--- RECORDS FOR PROCESSING Enclosed Below ---

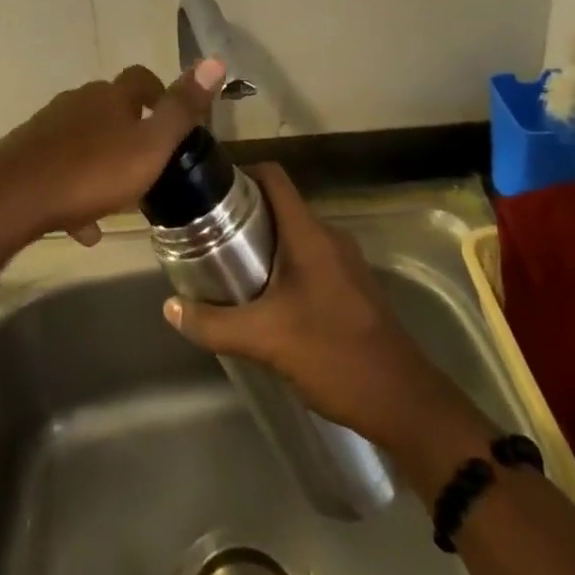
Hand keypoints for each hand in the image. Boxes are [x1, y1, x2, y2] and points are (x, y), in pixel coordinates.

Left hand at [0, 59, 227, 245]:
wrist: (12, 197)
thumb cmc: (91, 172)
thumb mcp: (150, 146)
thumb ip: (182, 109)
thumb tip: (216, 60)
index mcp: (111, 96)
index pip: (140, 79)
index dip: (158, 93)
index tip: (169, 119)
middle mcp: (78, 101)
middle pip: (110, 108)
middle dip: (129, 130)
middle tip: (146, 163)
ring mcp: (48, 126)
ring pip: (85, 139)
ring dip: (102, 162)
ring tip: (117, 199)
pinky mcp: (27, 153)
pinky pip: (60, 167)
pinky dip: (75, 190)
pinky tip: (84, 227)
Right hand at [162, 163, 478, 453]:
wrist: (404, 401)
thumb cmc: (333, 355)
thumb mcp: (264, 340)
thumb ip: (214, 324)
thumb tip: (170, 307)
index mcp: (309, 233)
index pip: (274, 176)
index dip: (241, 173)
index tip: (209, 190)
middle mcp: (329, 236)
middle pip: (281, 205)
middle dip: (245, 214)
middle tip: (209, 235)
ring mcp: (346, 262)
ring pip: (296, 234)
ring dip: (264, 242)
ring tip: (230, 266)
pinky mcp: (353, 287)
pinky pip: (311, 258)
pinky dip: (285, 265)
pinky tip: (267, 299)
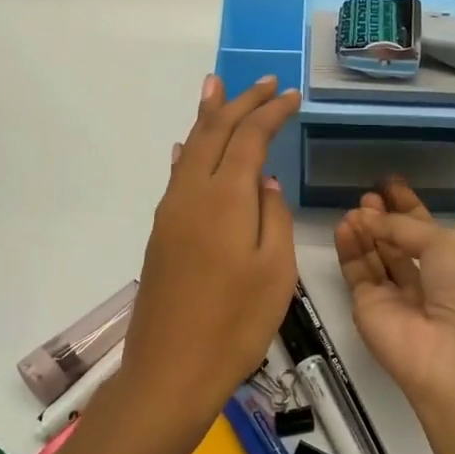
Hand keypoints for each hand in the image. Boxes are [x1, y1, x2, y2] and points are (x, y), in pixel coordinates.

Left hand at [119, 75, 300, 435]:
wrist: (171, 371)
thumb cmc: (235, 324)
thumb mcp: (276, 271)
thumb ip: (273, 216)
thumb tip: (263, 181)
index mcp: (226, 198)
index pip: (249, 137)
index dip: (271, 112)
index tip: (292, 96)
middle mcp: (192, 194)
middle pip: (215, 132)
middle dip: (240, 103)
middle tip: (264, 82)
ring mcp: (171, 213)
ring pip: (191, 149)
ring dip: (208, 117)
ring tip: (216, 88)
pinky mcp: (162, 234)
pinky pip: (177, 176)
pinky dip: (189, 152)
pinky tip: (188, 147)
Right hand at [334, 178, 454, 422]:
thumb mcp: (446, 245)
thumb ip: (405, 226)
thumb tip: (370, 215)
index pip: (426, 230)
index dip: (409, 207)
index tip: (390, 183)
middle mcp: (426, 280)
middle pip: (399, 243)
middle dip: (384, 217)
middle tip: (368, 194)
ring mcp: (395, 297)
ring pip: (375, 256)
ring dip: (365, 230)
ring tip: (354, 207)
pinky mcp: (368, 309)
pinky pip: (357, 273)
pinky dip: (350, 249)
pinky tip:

--- End of Enclosed RECORDS FOR PROCESSING ---

→ **TASK TO CARRY OUT**:
In the answer, set down only the lines from the opening line of the listing through the line that holds "index pip: (274, 176)", exactly as they appear, minus the pictures.

→ **RESPONSE TO THE TASK**:
Hand keypoints for each hand in the image. Boxes are [x1, y1, x2, y2] and points are (x, y), in pixel coordinates.

Left hand at [0, 59, 227, 245]:
wrist: (12, 197)
thumb cmc: (91, 172)
thumb mcp: (150, 146)
thumb ip: (182, 109)
thumb tip: (216, 60)
index mcp: (111, 96)
index pip: (140, 79)
index dip: (158, 93)
index tip: (169, 119)
middle mcp: (78, 101)
middle pip: (110, 108)
middle dip: (129, 130)
middle tip: (146, 163)
ring mcp: (48, 126)
ring pip: (85, 139)
ring dip: (102, 162)
ring tip: (117, 199)
pinky mcp: (27, 153)
pinky pip: (60, 167)
pinky dip: (75, 190)
pinky tip: (84, 227)
Right hand at [162, 163, 478, 453]:
wrist: (404, 401)
thumb cmc: (333, 355)
thumb mcp: (264, 340)
thumb ip: (214, 324)
thumb tip: (170, 307)
index mcp: (309, 233)
index pip: (274, 176)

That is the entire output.